**INFORMATION GIVEN**

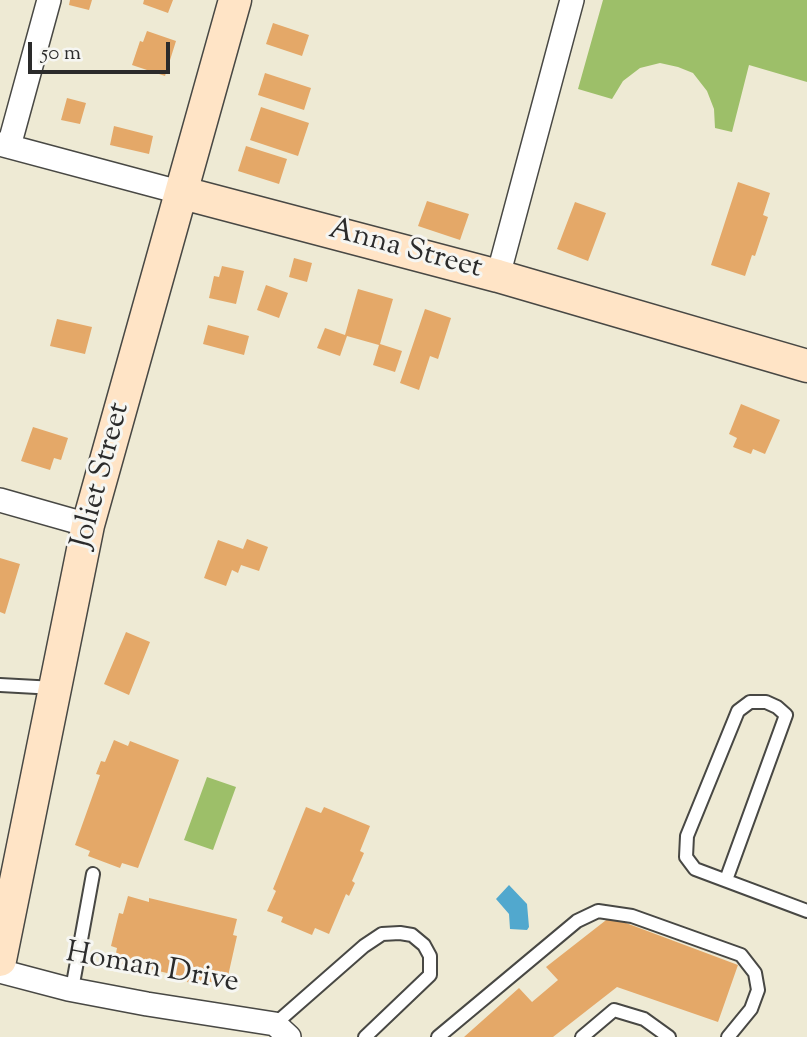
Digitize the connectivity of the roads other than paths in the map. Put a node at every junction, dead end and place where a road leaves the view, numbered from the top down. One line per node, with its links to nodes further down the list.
1 (49, 0): 4 (street)
2 (235, 0): 5 (street, Joliet Street)
3 (572, 0): 6 (street)
4 (3, 149): 5 (street, Anna Street)
5 (183, 193): 6 (street, Anna Street); 9 (street, Joliet Street)
6 (498, 276): 7 (street, Anna Street)
7 (807, 366)
8 (0, 500): 9 (street)
9 (88, 525): 11 (street, Joliet Street)
10 (0, 685): 11 (lane)
11 (55, 688): 15 (street, Joliet Street)
12 (93, 874): 17 (lane)
13 (726, 880): 13 (lane); 14 (lane)
14 (807, 911)
15 (0, 960)
16 (0, 971): 17 (street, Homan Drive)
17 (72, 989): 18 (street, Homan Drive)
18 (282, 1031): 20 (lane)
19 (667, 1036): 22 (lane)
20 (365, 1037)
21 (438, 1037): 23 (lane)
22 (582, 1037)
23 (728, 1037)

**WHAT YOU NEED TO DO**
Pictures in the records above are to be left out of an otherwise exact copy.

**WRITTEN RESPONSE**
Digitize the connectivity of the roads other than paths in the map. Put a node at every junction, dead end and place where a road leaves the view, numbered from the top down. One line per node, with its links to nodes further down the list.
1 (49, 0): 4 (street)
2 (235, 0): 5 (street, Joliet Street)
3 (572, 0): 6 (street)
4 (3, 149): 5 (street, Anna Street)
5 (183, 193): 6 (street, Anna Street); 9 (street, Joliet Street)
6 (498, 276): 7 (street, Anna Street)
7 (807, 366)
8 (0, 500): 9 (street)
9 (88, 525): 11 (street, Joliet Street)
10 (0, 685): 11 (lane)
11 (55, 688): 15 (street, Joliet Street)
12 (93, 874): 17 (lane)
13 (726, 880): 13 (lane); 14 (lane)
14 (807, 911)
15 (0, 960)
16 (0, 971): 17 (street, Homan Drive)
17 (72, 989): 18 (street, Homan Drive)
18 (282, 1031): 20 (lane)
19 (667, 1036): 22 (lane)
20 (365, 1037)
21 (438, 1037): 23 (lane)
22 (582, 1037)
23 (728, 1037)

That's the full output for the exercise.